Child sleep expert and University of Adelaide's Clinical Senior Lecturer in General Practice, Dr Brian Symon recently stated that perhaps it's time for Australian health authorities to rethink advice on exclusive breastfeeding. The norm is 6 months but Dr Symon said he was concerned by the large number of young children he had seen with sleeping, feeding and weight gain problems.
He claims to have led a two-year, self-funded study to review the reasons behind this and feels that while breastfeeding is extremely important for a child's early life; there is evidence that exclusive breastfeeding in the first six months may be linked to certain health problems including food allergies. Another big area of concern was that more than 15 percent of Australian mothers report post natal depression. If the mother is exclusively breastfeeding her child till 6 months and is unable to meet the energy and nutritive demands of the baby, the impact that could have on her confidence, self-esteem and general well being could be debilitating.
And yet American scientists have linked breastfeeding with better receptive language at 3 years of age and verbal and nonverbal intelligence at age 7 years.
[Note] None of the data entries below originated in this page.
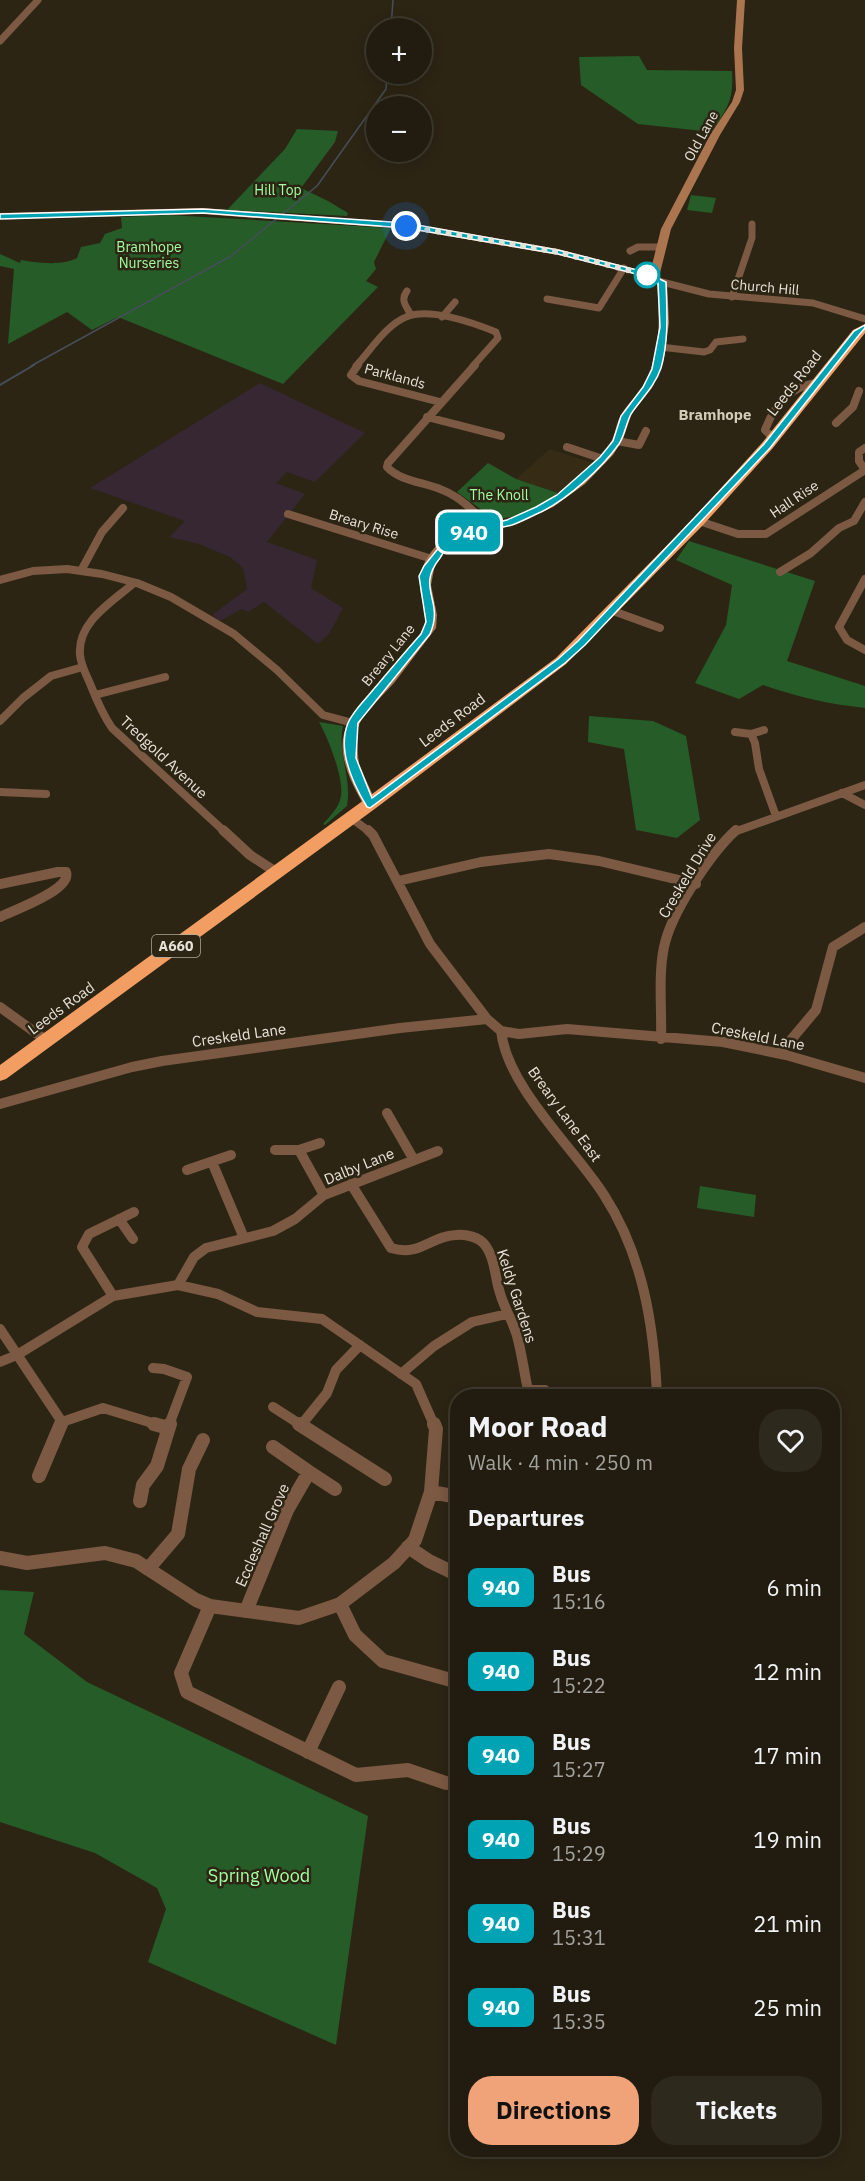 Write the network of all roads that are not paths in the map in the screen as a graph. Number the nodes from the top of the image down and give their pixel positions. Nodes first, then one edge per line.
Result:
1 (38, 0) edge
2 (741, 0) edge
3 (0, 40) edge
4 (0, 216) edge
5 (752, 224) dead end
6 (660, 247) junction
7 (630, 251) dead end
8 (624, 268) junction
9 (658, 280) junction
10 (407, 291) dead end
11 (688, 291) junction
12 (732, 297) junction
13 (663, 298) junction
14 (547, 299) dead end
15 (455, 302) dead end
16 (411, 315) junction
17 (442, 317) junction
18 (865, 319) edge
19 (865, 328) edge
20 (743, 339) dead end
21 (660, 347) junction
22 (859, 391) dead end
23 (440, 402) junction
24 (853, 407) junction
25 (863, 410) dead end
26 (428, 417) junction
27 (836, 423) dead end
28 (646, 431) dead end
29 (501, 436) dead end
30 (617, 441) junction
31 (567, 447) dead end
32 (865, 448) edge
33 (603, 459) junction
34 (865, 470) edge
35 (865, 502) edge
36 (123, 508) dead end
37 (288, 514) dead end
38 (699, 521) junction
39 (488, 528) junction
40 (432, 559) junction
41 (82, 569) junction
42 (780, 572) dead end
43 (865, 579) edge
44 (0, 580) edge
45 (134, 583) junction
46 (613, 611) junction
47 (660, 628) dead end
48 (865, 650) edge
49 (83, 667) junction
50 (165, 676) dead end
51 (95, 695) junction
52 (0, 721) edge
53 (353, 723) junction
54 (764, 730) dead end
55 (735, 732) dead end
56 (751, 734) junction
57 (865, 784) edge
58 (0, 792) edge
59 (842, 793) junction
60 (46, 794) dead end
61 (370, 804) junction
62 (865, 805) edge
63 (776, 816) junction
64 (351, 818) junction
65 (276, 872) junction
66 (398, 881) junction
67 (0, 884) edge
68 (696, 884) junction
69 (0, 917) edge
70 (865, 927) edge
71 (0, 1007) edge
72 (487, 1019) junction
73 (501, 1031) junction
74 (661, 1038) junction
75 (47, 1041) junction
76 (780, 1053) junction
77 (0, 1074) edge
78 (865, 1078) edge
79 (0, 1104) edge
80 (387, 1113) dead end
81 (320, 1143) dead end
82 (275, 1150) dead end
83 (299, 1150) junction
84 (438, 1151) dead end
85 (231, 1155) dead end
86 (414, 1160) junction
87 (212, 1162) junction
88 (187, 1170) dead end
89 (351, 1184) junction
90 (324, 1196) junction
91 (134, 1212) dead end
92 (119, 1219) junction
93 (244, 1238) junction
94 (133, 1239) dead end
95 (178, 1285) junction
96 (113, 1296) junction
97 (507, 1314) junction
98 (0, 1329) edge
99 (360, 1345) junction
100 (17, 1355) junction
101 (0, 1362) edge
102 (153, 1368) dead end
103 (401, 1374) junction
104 (522, 1389) edge
105 (657, 1389) edge
106 (273, 1407) dead end
107 (62, 1422) junction
108 (302, 1424) junction
109 (168, 1428) junction
110 (203, 1440) dead end
111 (273, 1447) dead end
112 (309, 1472) junction
113 (39, 1476) dead end
114 (385, 1479) dead end
115 (335, 1489) dead end
116 (431, 1491) junction
117 (450, 1495) edge
118 (140, 1501) dead end
119 (408, 1547) junction
120 (0, 1558) edge
121 (148, 1569) junction
122 (450, 1571) edge
123 (340, 1604) junction
124 (210, 1606) junction
125 (246, 1611) junction
126 (450, 1680) edge
127 (339, 1687) dead end
128 (308, 1752) junction
129 (446, 1783) dead end

1 - 3 street
2 - 6 street, Old Lane
4 - 8 street
5 - 12 street
6 - 7 street
6 - 9 street, Old Lane
8 - 9 street
8 - 14 street
9 - 11 street, Church Hill
9 - 13 street, Old Lane
10 - 16 street
11 - 12 street, Church Hill
11 - 13 street
12 - 18 street, Church Hill
13 - 21 street, Old Lane
15 - 17 street
16 - 17 street, Parklands
16 - 23 street, Parklands
17 - 23 street, Parklands
19 - 38 highway, Leeds Road / A660
20 - 21 street
21 - 30 street
22 - 24 street
23 - 26 street
24 - 25 street
24 - 27 street
26 - 29 street
26 - 39 street
28 - 30 street
30 - 33 street
31 - 33 street
32 - 34 street
33 - 39 street
34 - 38 street, Hall Rise
35 - 42 street
36 - 41 street
37 - 40 street, Breary Rise
38 - 46 highway, Leeds Road / A660
39 - 40 street
40 - 53 street, Breary Lane
41 - 44 street
41 - 45 street
43 - 48 street
45 - 49 street, Tredgold Avenue
45 - 53 street
46 - 47 street
46 - 61 highway, Leeds Road / A660
49 - 51 street, Tredgold Avenue
49 - 52 street
50 - 51 street
51 - 65 street, Tredgold Avenue
53 - 61 street
54 - 56 street
55 - 56 street
56 - 63 street
57 - 59 street, Creskeld Drive
58 - 60 street
59 - 62 street
59 - 63 street, Creskeld Drive
61 - 64 highway, Leeds Road / A660
63 - 68 street, Creskeld Drive
64 - 65 highway, Leeds Road / A660
64 - 66 street
65 - 75 highway, Leeds Road / A660
66 - 68 street
66 - 72 street
67 - 69 street
68 - 74 street, Creskeld Drive
70 - 76 street
71 - 75 street
72 - 73 street
72 - 79 street, Creskeld Lane
73 - 74 street, Creskeld Lane
73 - 105 street, Breary Lane East
74 - 76 street, Creskeld Lane
75 - 77 highway, Leeds Road / A660
76 - 78 street, Creskeld Lane
80 - 86 street
81 - 83 street
82 - 83 street
83 - 90 street
84 - 86 street, Dalby Lane
85 - 87 street
86 - 89 street, Dalby Lane
87 - 88 street
87 - 93 street
89 - 90 street, Dalby Lane
89 - 97 street, Keldy Gardens
90 - 93 street, Dalby Lane
91 - 92 street
92 - 94 street
92 - 96 street
93 - 95 street, Dalby Lane
95 - 96 street
95 - 99 street
96 - 100 street
97 - 103 street
97 - 104 street, Keldy Gardens
98 - 100 street
99 - 103 street
99 - 108 street
100 - 101 street
100 - 107 street
102 - 109 street
103 - 116 street
106 - 108 street
107 - 109 street
107 - 113 street
108 - 114 street
109 - 118 street
110 - 121 street
111 - 112 street, Eccleshall Grove
112 - 115 street, Eccleshall Grove
112 - 125 street, Eccleshall Grove
116 - 117 street
116 - 119 street
119 - 122 street
119 - 123 street
120 - 121 street
121 - 124 street
123 - 125 street
123 - 126 street
124 - 125 street
124 - 128 street
127 - 128 street
128 - 129 street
Dr Mandy B. Belfort, of the Boston Children's Hospital and colleagues have conducted a study that shows a causal relationship of breastfeeding in infancy with receptive language at age 3 and with verbal and nonverbal IQ at school age. These findings support national and international recommendations to promote exclusive breastfeeding through age 6 months and continuation of breastfeeding through at least age 1 year.
Many celebrities have taken the breastfeeding baton forward - some posing for magazine while other nonchalantly breastfeeding in pictures. For them their babies come first; and if by posing while nursing brings forth the breastfeeding momentum, then so be it. Kudos to them!